**TO DO**
All entries are to be reproduced exactly; the pictures are to be omitted.

Stored data entries:
· · · · ·
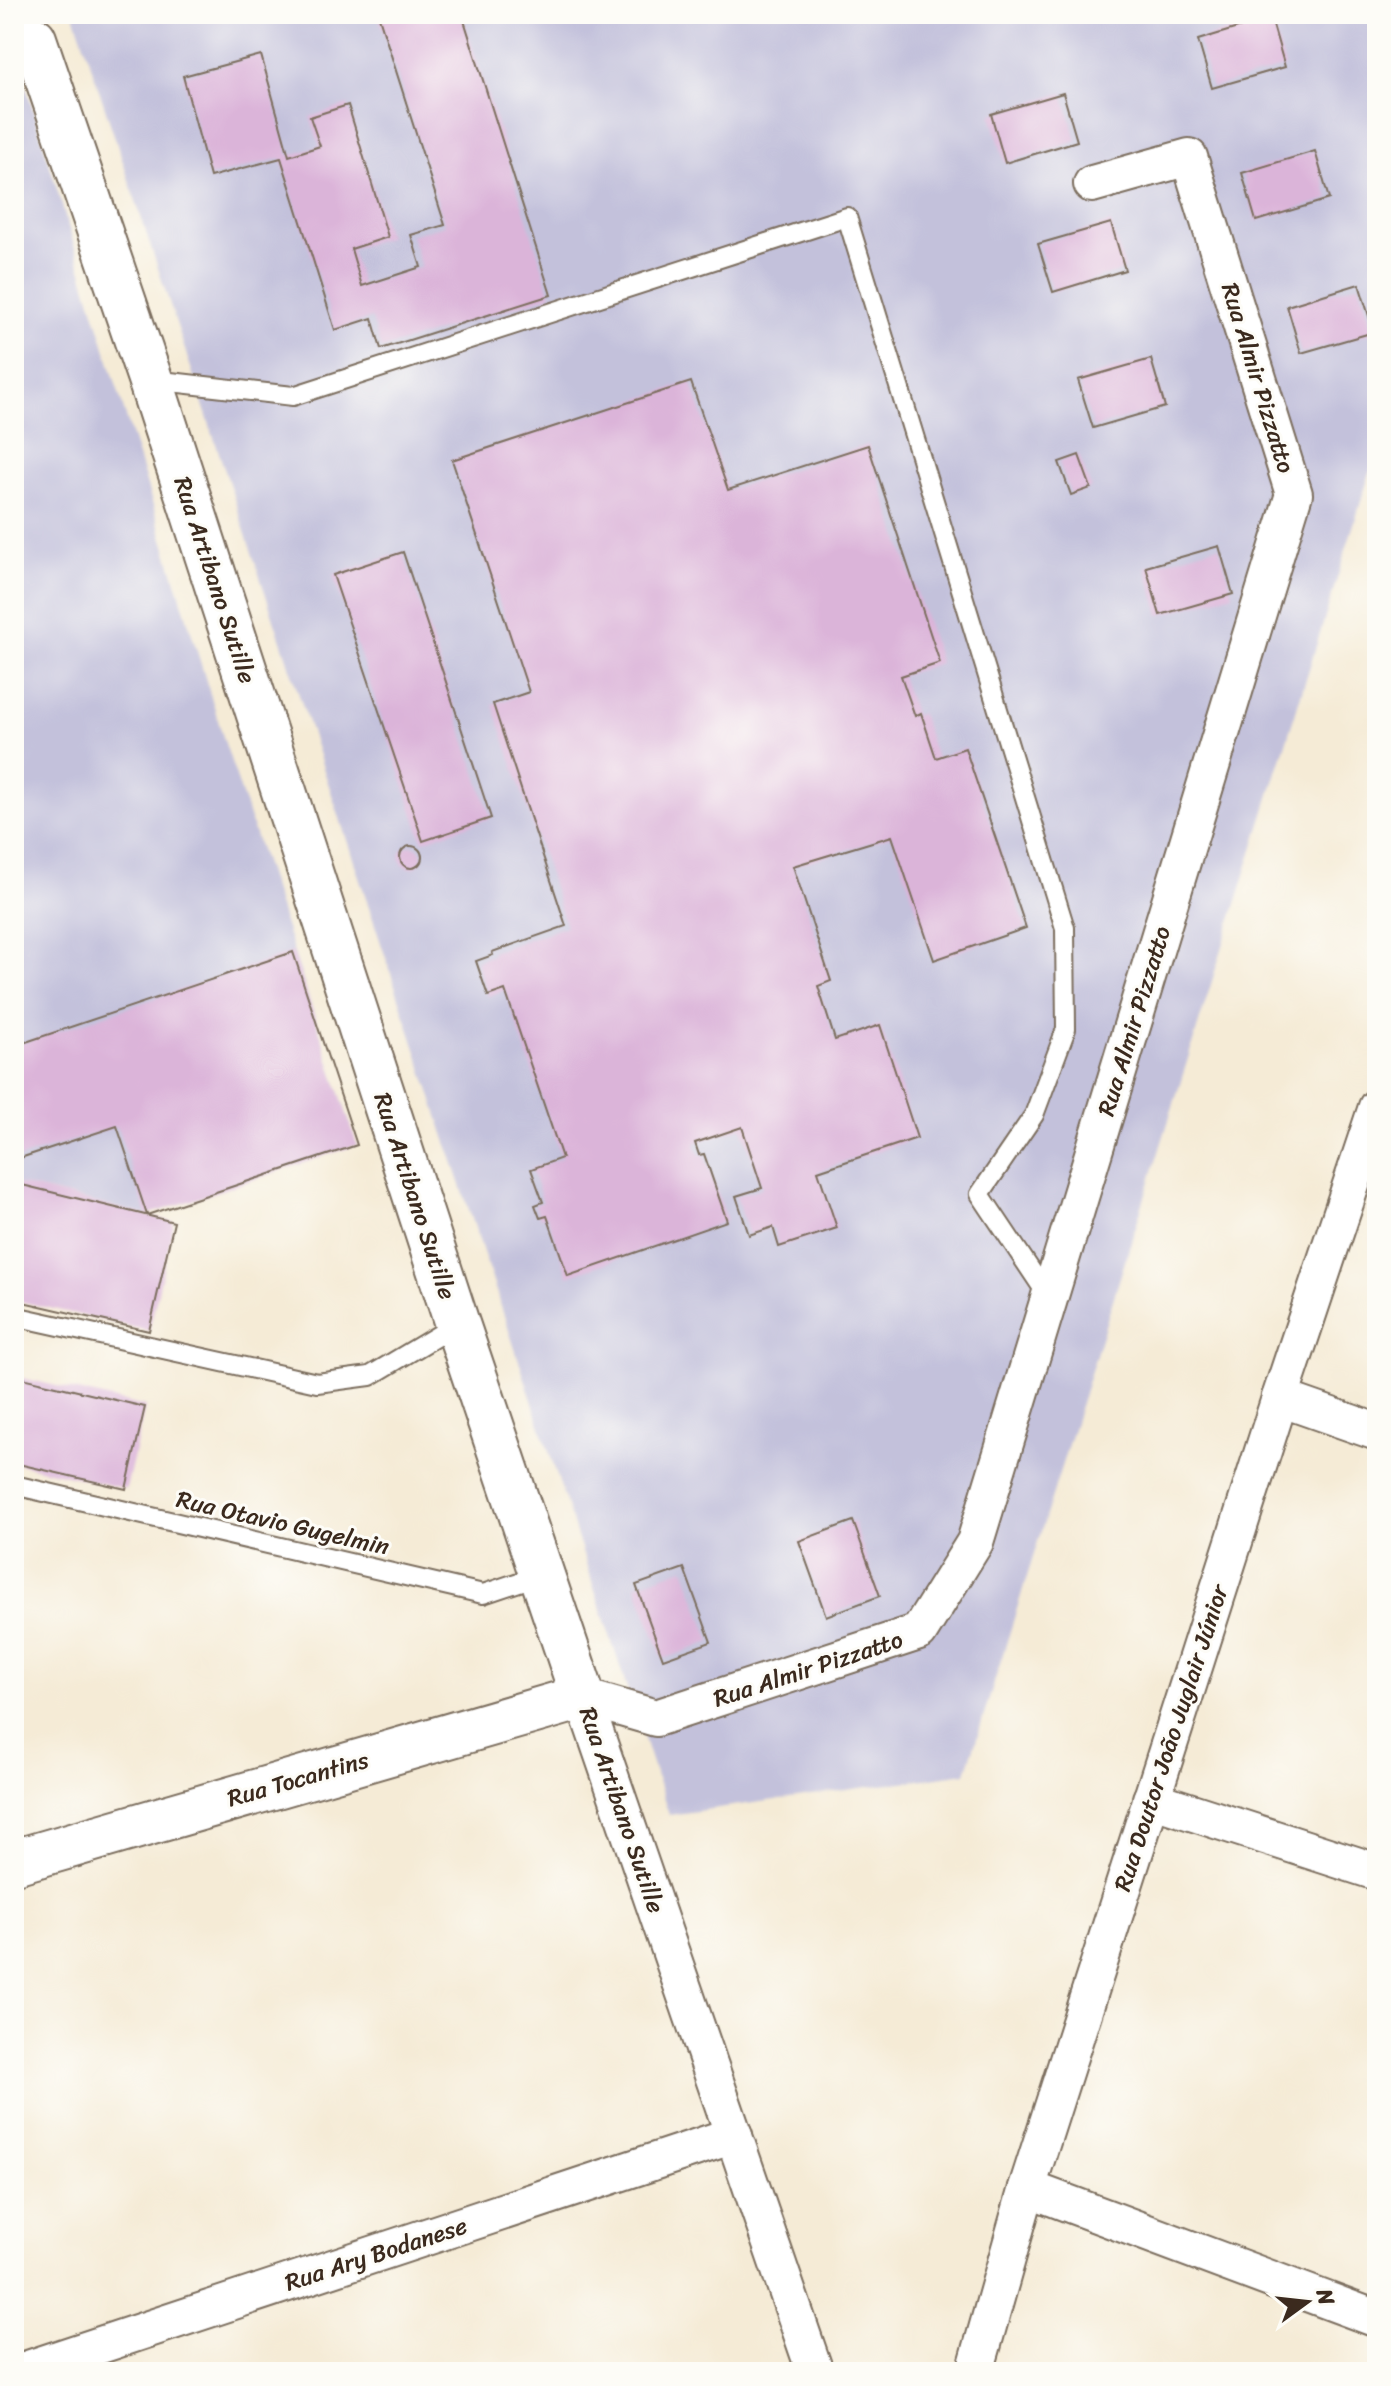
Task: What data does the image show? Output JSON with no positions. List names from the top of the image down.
{
  "streets": {
    "main road": ["Rua Artibano Sutille", "Rua Tocantins"],
    "street": ["Rua Almir Pizzatto", "Rua Doutor João Juglair Júnior", "Rua Ary Bodanese"],
    "lane": ["Rua Otavio Gugelmin"]
  },
  "crossings": [
    ["Rua Almir Pizzatto", "Rua Artibano Sutille"],
    ["Rua Almir Pizzatto", "Rua Tocantins"],
    ["Rua Artibano Sutille", "Rua Otavio Gugelmin"],
    ["Rua Artibano Sutille", "Rua Tocantins"],
    ["Rua Artibano Sutille", "Rua Ary Bodanese"]
  ],
  "north": "right"
}
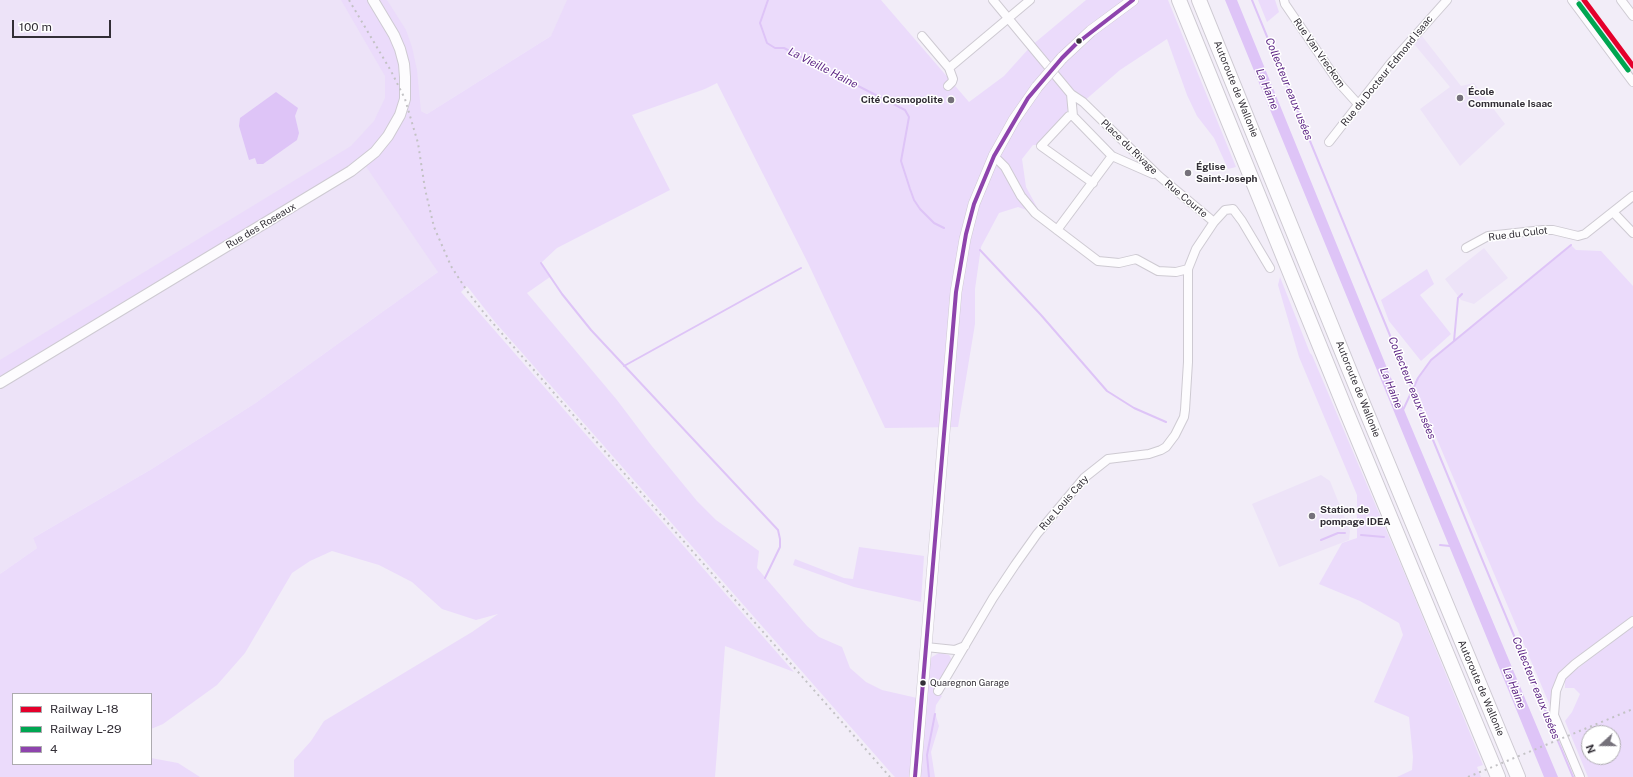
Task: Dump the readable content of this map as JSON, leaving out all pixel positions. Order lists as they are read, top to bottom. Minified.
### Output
{"streets":{"highway":["Autoroute de Wallonie"],"street":["Rue Van Vreckom","Rue du Docteur Edmond Isaac","Place du Rivage","Rue Courte","Rue des Roseaux","Rue du Culot","Rue Louis Caty"]},"crossings":[["Rue Van Vreckom","Rue du Docteur Edmond Isaac"],["Place du Rivage","Rue Courte"],["Rue Courte","Rue Louis Caty"]],"water":["La Vieille Haine","La Haine","Collecteur eaux usées"],"places":["École Communale Isaac","Cité Cosmopolite","Église Saint-Joseph","Station de pompage IDEA","Quaregnon Garage"],"lines":["rail line L-18","transit line 4","rail line L-29"],"legend":["Railway L-18","Railway L-29","4"],"scale_bar":"100 m","north":"left"}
· · · · ·
**SOLVED PROBLEM**
Task: What data does the image show? Output JSON with no positions. List names from the top of the image down.
{
  "streets": {
    "main road": ["Rua Artibano Sutille", "Rua Tocantins"],
    "street": ["Rua Almir Pizzatto", "Rua Doutor João Juglair Júnior", "Rua Ary Bodanese"],
    "lane": ["Rua Otavio Gugelmin"]
  },
  "crossings": [
    ["Rua Almir Pizzatto", "Rua Artibano Sutille"],
    ["Rua Almir Pizzatto", "Rua Tocantins"],
    ["Rua Artibano Sutille", "Rua Otavio Gugelmin"],
    ["Rua Artibano Sutille", "Rua Tocantins"],
    ["Rua Artibano Sutille", "Rua Ary Bodanese"]
  ],
  "north": "right"
}
Task: Dump the readable content of this map as JSON, leaving out all pixel positions. Order lists as they are read, top to bottom. Minified.
### Output
{"streets":{"highway":["Autoroute de Wallonie"],"street":["Rue Van Vreckom","Rue du Docteur Edmond Isaac","Place du Rivage","Rue Courte","Rue des Roseaux","Rue du Culot","Rue Louis Caty"]},"crossings":[["Rue Van Vreckom","Rue du Docteur Edmond Isaac"],["Place du Rivage","Rue Courte"],["Rue Courte","Rue Louis Caty"]],"water":["La Vieille Haine","La Haine","Collecteur eaux usées"],"places":["École Communale Isaac","Cité Cosmopolite","Église Saint-Joseph","Station de pompage IDEA","Quaregnon Garage"],"lines":["rail line L-18","transit line 4","rail line L-29"],"legend":["Railway L-18","Railway L-29","4"],"scale_bar":"100 m","north":"left"}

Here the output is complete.